REQUIREMENT: List every line in this data where the string "Schloßstraße" occurs.

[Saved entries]
________________________________________

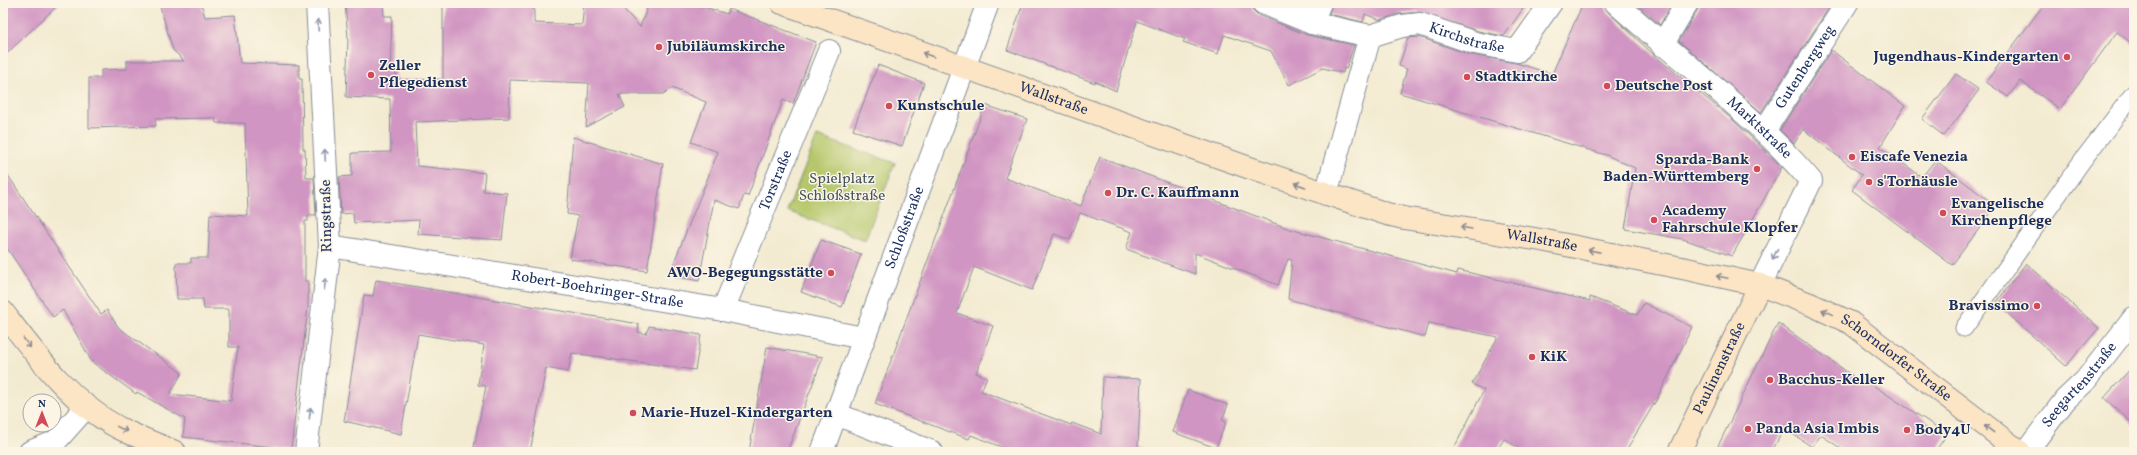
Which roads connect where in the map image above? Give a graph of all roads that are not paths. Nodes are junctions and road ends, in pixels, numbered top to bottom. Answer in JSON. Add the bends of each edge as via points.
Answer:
{"nodes":[{"id":1,"x":316,"y":3,"type":"edge"},
{"id":2,"x":782,"y":3,"type":"edge"},
{"id":3,"x":988,"y":3,"type":"edge"},
{"id":4,"x":1263,"y":3,"type":"edge"},
{"id":5,"x":1320,"y":3,"type":"edge"},
{"id":6,"x":1551,"y":3,"type":"edge"},
{"id":7,"x":1616,"y":3,"type":"edge"},
{"id":8,"x":1686,"y":3,"type":"edge"},
{"id":9,"x":1843,"y":9,"type":"edge"},
{"id":10,"x":1312,"y":23,"type":"junction"},
{"id":11,"x":1370,"y":36,"type":"junction"},
{"id":12,"x":1662,"y":45,"type":"junction"},
{"id":13,"x":830,"y":52,"type":"dead end"},
{"id":14,"x":964,"y":68,"type":"junction"},
{"id":15,"x":2134,"y":93,"type":"edge"},
{"id":16,"x":1764,"y":131,"type":"junction"},
{"id":17,"x":1326,"y":194,"type":"junction"},
{"id":18,"x":330,"y":246,"type":"junction"},
{"id":19,"x":1760,"y":285,"type":"junction"},
{"id":20,"x":723,"y":310,"type":"junction"},
{"id":21,"x":3,"y":312,"type":"edge"},
{"id":22,"x":2134,"y":318,"type":"edge"},
{"id":23,"x":1964,"y":328,"type":"dead end"},
{"id":24,"x":863,"y":338,"type":"junction"},
{"id":25,"x":86,"y":406,"type":"junction"},
{"id":26,"x":836,"y":414,"type":"junction"},
{"id":27,"x":30,"y":452,"type":"edge"},
{"id":28,"x":175,"y":452,"type":"edge"},
{"id":29,"x":306,"y":452,"type":"edge"},
{"id":30,"x":822,"y":452,"type":"edge"},
{"id":31,"x":932,"y":452,"type":"edge"},
{"id":32,"x":1679,"y":452,"type":"edge"},
{"id":33,"x":2020,"y":452,"type":"edge"},
{"id":34,"x":2026,"y":452,"type":"edge"}],
"edges":[{"from":18,"to":1,"type":"street","name":"Ringstraße","one_way":true},
{"from":14,"to":2,"type":"street","name":"Wallstraße","one_way":true},
{"from":3,"to":14,"type":"street","name":"Schloßstraße"},
{"from":4,"to":10,"type":"street","name":"Kirchstraße"},
{"from":5,"to":10,"type":"street"},
{"from":6,"to":11,"type":"street","name":"Kirchstraße","via":[[1517,52],[1475,43],[1420,24],[1402,26]]},
{"from":7,"to":12,"type":"street","name":"Marktstraße"},
{"from":8,"to":12,"type":"street"},
{"from":9,"to":16,"type":"street","name":"Gutenbergweg"},
{"from":10,"to":11,"type":"street","name":"Kirchstraße"},
{"from":11,"to":17,"type":"street"},
{"from":12,"to":16,"type":"street","name":"Marktstraße"},
{"from":13,"to":20,"type":"street","name":"Torstraße"},
{"from":17,"to":14,"type":"street","name":"Wallstraße","one_way":true},
{"from":14,"to":24,"type":"street","name":"Schloßstraße"},
{"from":15,"to":23,"type":"lane","via":[[2082,161]]},
{"from":16,"to":19,"type":"street","name":"Marktstraße","one_way":true,"via":[[1811,181]]},
{"from":19,"to":17,"type":"street","name":"Wallstraße","one_way":true,"via":[[1542,240],[1404,218]]},
{"from":18,"to":20,"type":"street","name":"Robert-Boehringer-Straße"},
{"from":29,"to":18,"type":"street","name":"Ringstraße","one_way":true},
{"from":19,"to":32,"type":"street","name":"Paulinenstraße"},
{"from":33,"to":19,"type":"street","name":"Schorndorfer Straße","one_way":true,"via":[[1851,323]]},
{"from":20,"to":24,"type":"street","name":"Robert-Boehringer-Straße"},
{"from":21,"to":25,"type":"street","one_way":true,"via":[[44,366]]},
{"from":22,"to":34,"type":"street","name":"Seegartenstraße","via":[[2085,381],[2065,400]]},
{"from":24,"to":26,"type":"street","name":"Schloßstraße"},
{"from":25,"to":27,"type":"street","via":[[55,442]]},
{"from":25,"to":28,"type":"street","one_way":true,"via":[[118,428]]},
{"from":26,"to":30,"type":"street","name":"Schloßstraße"},
{"from":26,"to":31,"type":"street"}]}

________________________________________

ANSWER FOR THIS EXERCISE:
{"from":3,"to":14,"type":"street","name":"Schloßstraße"},
{"from":14,"to":24,"type":"street","name":"Schloßstraße"},
{"from":24,"to":26,"type":"street","name":"Schloßstraße"},
{"from":26,"to":30,"type":"street","name":"Schloßstraße"},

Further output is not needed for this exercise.